The NHL gives details of its plans for Edmonton and Toronto

La LNH détaille ses plans pour Edmonton et Toronto

Photo: Jason Franson, The canadian Press
Preparations around the Ice District, in view of the return of hockey to Edmonton

Steve Mayer has lived a few times a source of anxiety last week.

In the middle of the preparations for the relaunch of the NHL, the director of the content of the league has had to ask what the rain and floods to Rogers Place in Edmonton — one of two cities the poles, with Toronto — would mean for the plan.

Local officials have said at that time that they did not think that it would be a hindrance.

The game resumes Tuesday with the matches preparatory to the stimulus as such, from the 1st of August.

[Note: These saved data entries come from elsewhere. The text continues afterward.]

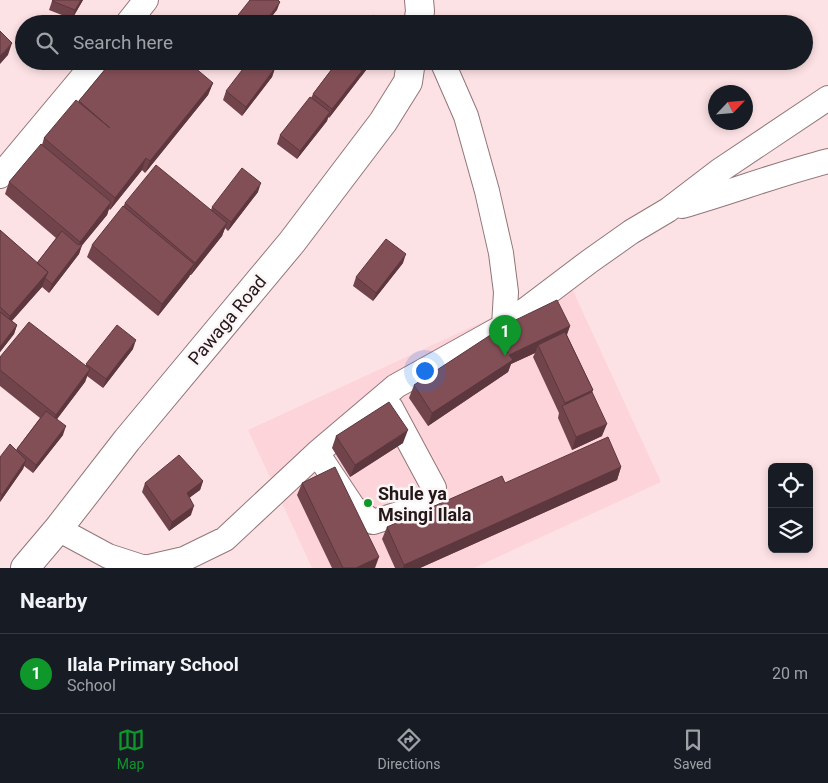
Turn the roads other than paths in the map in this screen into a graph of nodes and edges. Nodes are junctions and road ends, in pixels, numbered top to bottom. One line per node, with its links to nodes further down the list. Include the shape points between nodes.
1 (146, 0): 2 (street)
2 (134, 15)
3 (88, 70): 8 (street)
4 (410, 70): 13 (main road, Pawaga Road, via 408,82 383,122 292,242 127,440)
5 (446, 70): 10 (street, via 466,116 487,191 506,292)
6 (828, 98): 9 (street)
7 (828, 161): 9 (street)
8 (0, 176)
9 (668, 210): 10 (street, via 631,232)
10 (504, 326): 11 (street, via 396,386)
11 (385, 396): 12 (street); 12 (street, via 434,488 430,502 373,522 353,508)
12 (317, 453): 13 (street, via 225,539 184,559 145,568 108,556)
13 (58, 529): 14 (main road, Pawaga Road)
14 (25, 568)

Mayer confirmed on Friday that, despite the water that fell in a waterfall in the lobby and in other parts of the arena, which opened four years ago, everything is on the right track.

“We had a little bit of fear, it is safe, he said. But there is no problem. Everything has been repaired. “

The league revealed its plan for the health, safety and security, as well as information on broadcasts and equipment of the players. No supporter will be allowed in the arenas.

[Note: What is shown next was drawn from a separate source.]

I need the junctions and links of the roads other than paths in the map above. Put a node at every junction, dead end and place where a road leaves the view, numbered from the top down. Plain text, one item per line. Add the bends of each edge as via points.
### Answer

“[It will be] one of the adventures of the most unique and the most demanding [of the history of the league], ” said commissioner Gary Bettman. This is not a coincidence that the cities centers are Toronto and Edmonton saw the emphasis on health and safety, about the COVID-19. “

The staff of the NHA will be housed and will play in bubbles separated from the general public, under an agreement signed with the federal government.

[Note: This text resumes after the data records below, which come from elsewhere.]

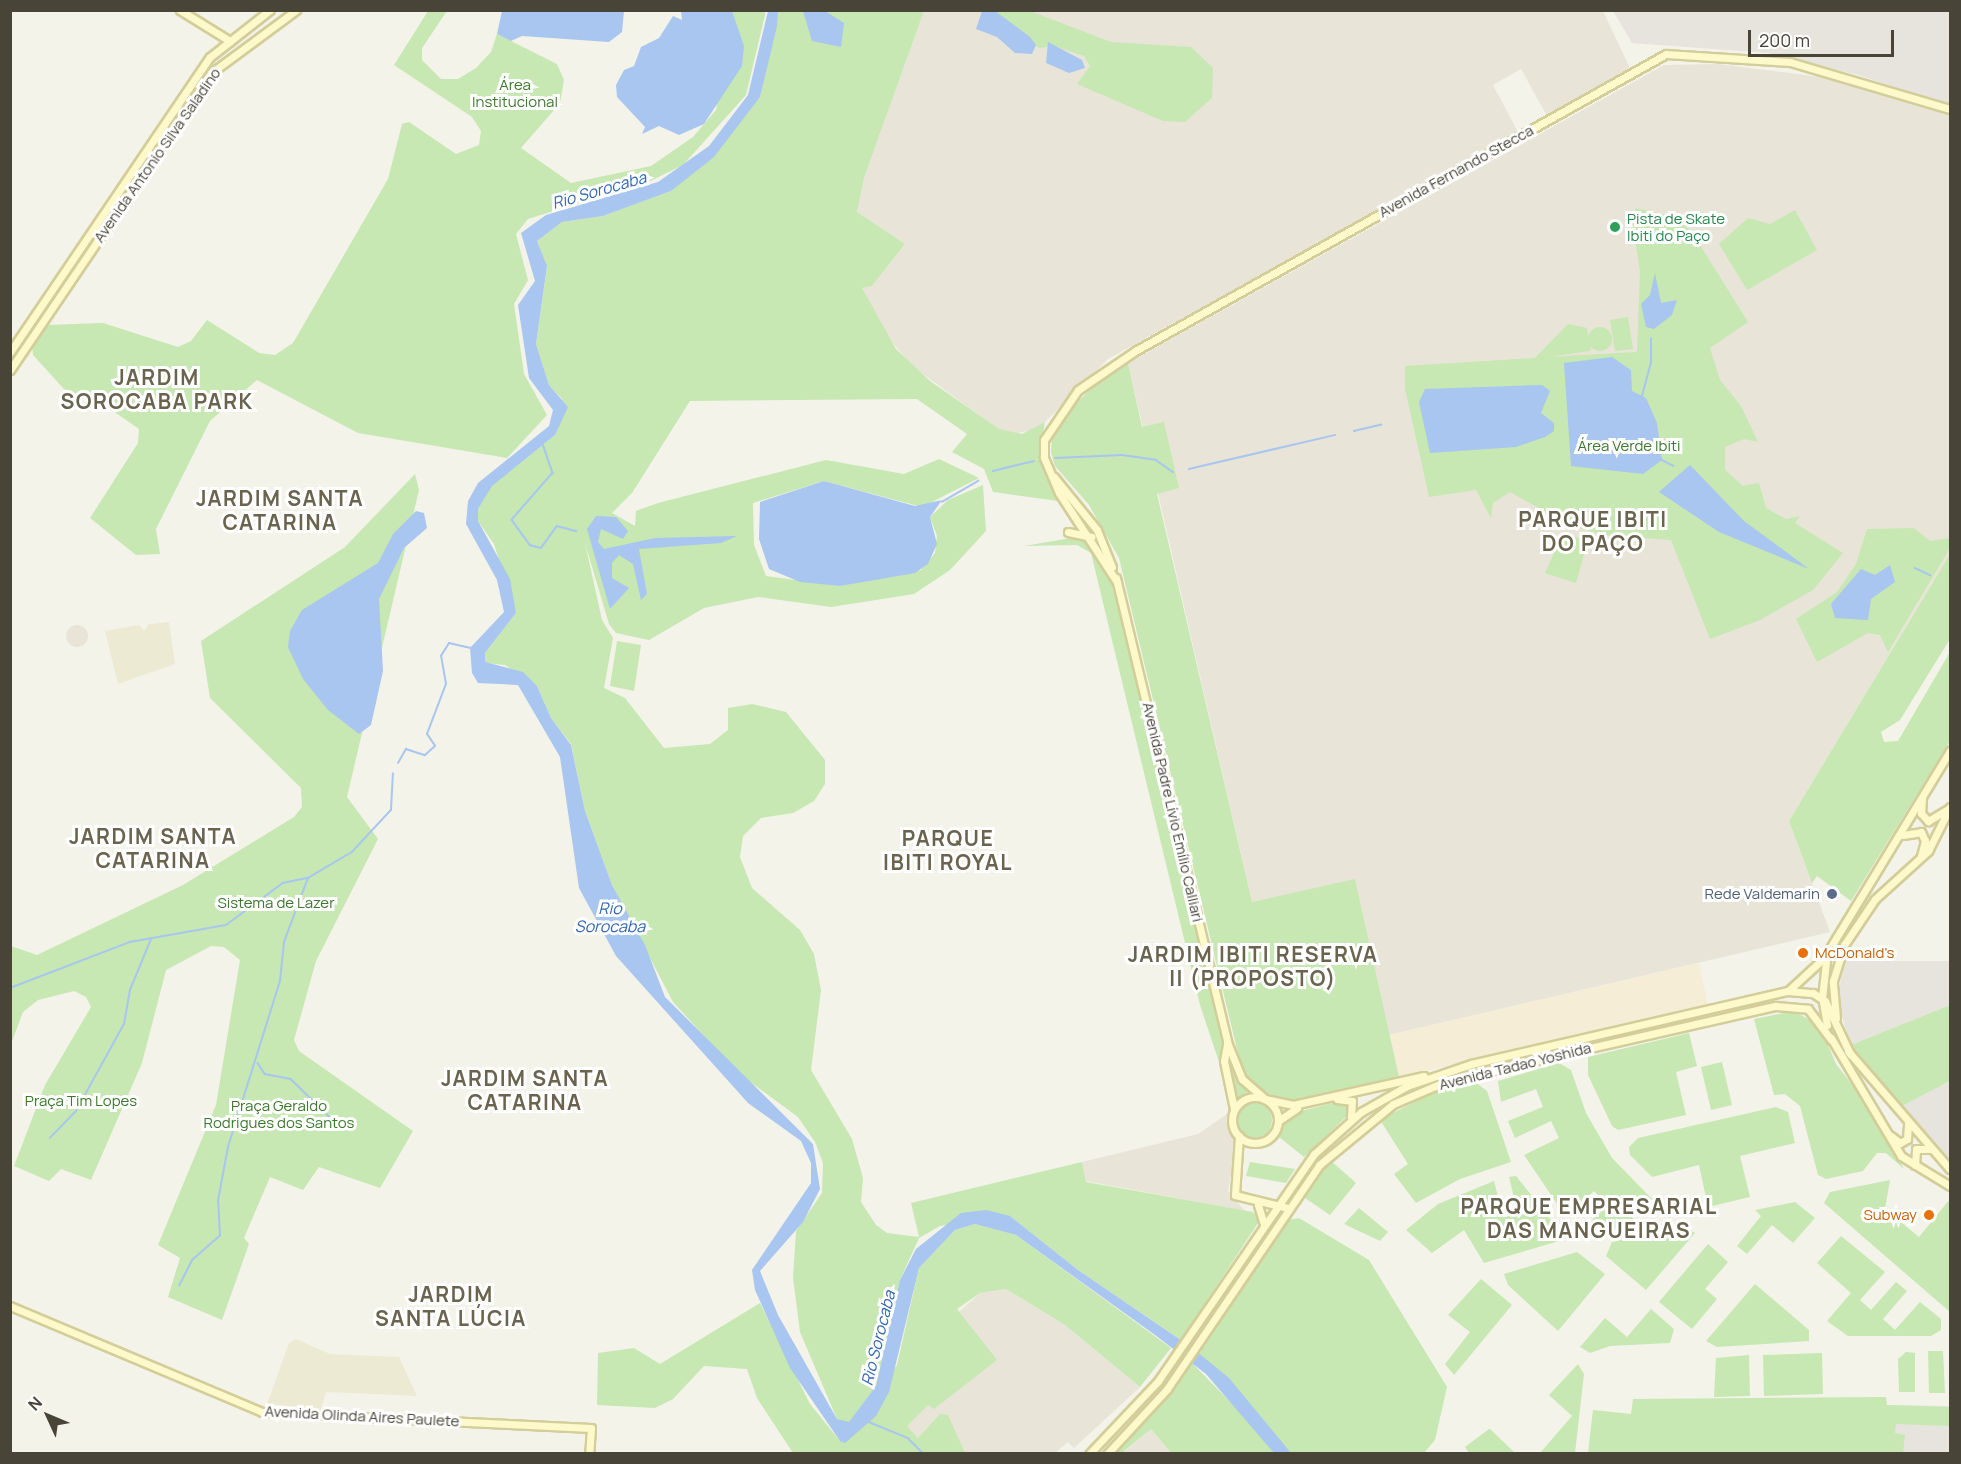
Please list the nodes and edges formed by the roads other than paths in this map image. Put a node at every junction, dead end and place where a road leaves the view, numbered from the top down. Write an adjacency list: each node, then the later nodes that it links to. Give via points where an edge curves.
1 (180, 10): 4 (main road)
2 (270, 10): 5 (main road, Avenida Antonio Silva Saladino)
3 (296, 10): 9 (main road, Avenida Antonio Silva Saladino, via 211,73)
4 (212, 32): 5 (main road); 6 (main road)
5 (230, 41): 6 (main road, Avenida Antonio Silva Saladino)
6 (220, 48): 8 (main road, Avenida Antonio Silva Saladino)
7 (1950, 108): 12 (main road, Avenida Fernando Stecca, via 1790,62 1666,54 1103,369 1055,418 1044,440)
8 (88, 236): 9 (main road, via 89,247); 10 (main road, Avenida Antonio Silva Saladino)
9 (68, 284): 11 (main road, Avenida Antonio Silva Saladino)
10 (10, 352)
11 (10, 370)
12 (1050, 473): 13 (main road, Avenida Fernando Stecca); 16 (main road, Avenida Padre Lívio Emílio Calliari, via 1097,530)
13 (1061, 503): 15 (main road, Avenida Padre Lívio Emílio Calliari)
14 (1068, 532): 15 (main road)
15 (1091, 537): 16 (main road, Avenida Padre Lívio Emílio Calliari)
16 (1117, 582): 26 (main road, Avenida Padre Lívio Emílio Calliari)
17 (1950, 751): 18 (main road)
18 (1923, 797): 19 (main road, via 1922,813 1928,821 1938,819); 20 (main road)
19 (1950, 807): 21 (main road)
20 (1887, 856): 21 (main road, via 1904,833 1914,830 1925,841); 22 (main road, Avenida Tadao Yoshida)
21 (1920, 858): 27 (main road, via 1875,899 1839,953 1833,1001)
22 (1826, 954): 23 (main road, Avenida Tadao Yoshida, via 1815,972); 24 (main road)
23 (1788, 991): 24 (main road, Avenida Tadao Yoshida); 28 (main road, Avenida Tadao Yoshida)
24 (1822, 998): 25 (main road); 27 (main road)
25 (1832, 1040): 32 (main road, Avenida Tadao Yoshida); 42 (main road, Avenida Tadao Yoshida, via 1814,1013 1788,1004 1449,1080 1363,1124 1319,1165)
26 (1227, 1042): 29 (main road, Avenida Padre Lívio Emílio Calliari, via 1242,1079); 30 (main road, Avenida Padre Lívio Emílio Calliari, via 1224,1061)
27 (1850, 1054): 31 (main road)
28 (1435, 1074): 29 (main road, via 1293,1105); 34 (main road, Avenida Tadao Yoshida, via 1379,1101)
29 (1265, 1099): 30 (main road, via 1244,1100); 33 (main road)
30 (1233, 1113): 35 (main road)
31 (1904, 1117): 32 (main road, via 1910,1134 1900,1143); 36 (main road)
32 (1881, 1118): 37 (main road, via 1889,1140)
33 (1278, 1121): 34 (main road, via 1286,1111 1343,1097 1355,1107); 35 (main road, via 1263,1141)
34 (1347, 1124): 41 (main road, Avenida Tadao Yoshida, via 1314,1154)
35 (1239, 1136): 40 (main road, via 1233,1192)
36 (1937, 1154): 37 (main road, via 1926,1147 1916,1149 1911,1158); 38 (main road)
37 (1917, 1168): 39 (main road)
38 (1950, 1169)
39 (1950, 1186)
40 (1258, 1204): 41 (main road); 43 (main road)
41 (1275, 1207): 42 (main road); 43 (main road, Avenida Tadao Yoshida)
42 (1288, 1208): 47 (main road, Avenida Tadao Yoshida, via 1213,1322 1128,1433)
43 (1264, 1226): 46 (main road, Avenida Tadao Yoshida, via 1204,1316 1119,1426)
44 (10, 1306): 45 (main road, Avenida Olinda Aires Paulete, via 262,1412 591,1428)
45 (590, 1454)
46 (1089, 1454)
47 (1107, 1454)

Dr. Willem Meeuwisse, physician-in-chief of the NHL, stated that the project was planned in depth, including with the public health Agency of Canada, as well as with provincial and local authorities.

But he added that it would be wrong to assume that there will be no positive tests, once the 24 teams — each with a group of 52 people — will be arriving in the secure area Sunday, to resume a season suspended in mid-march.

“We do not expect it to be perfect, said Meeuwisse. We anticipate with the number of people that we’re going to have positive tests, and we have a methodology and process designed in advance to deal with them. “

The NHL, which has reported two cases among more than 800 players tested, during the first five days of camp, last week, will use DynaLIFE Medical Labs, Edmonton, and LifeLabs, Toronto, for the daily testing of the COVID-19.

“We didn’t want to engage in a strategy which would remove the protective equipment or tests to vulnerable populations and the health workers, said Meeuwisse. We have signed contracts with companies that, we are assured, have a capacity [to test] excess. “

30 players in total were declared positive when training volunteers in the club facilities, from 8 June to 12 July. There have been 13 other positive outcomes outside of the official protocol.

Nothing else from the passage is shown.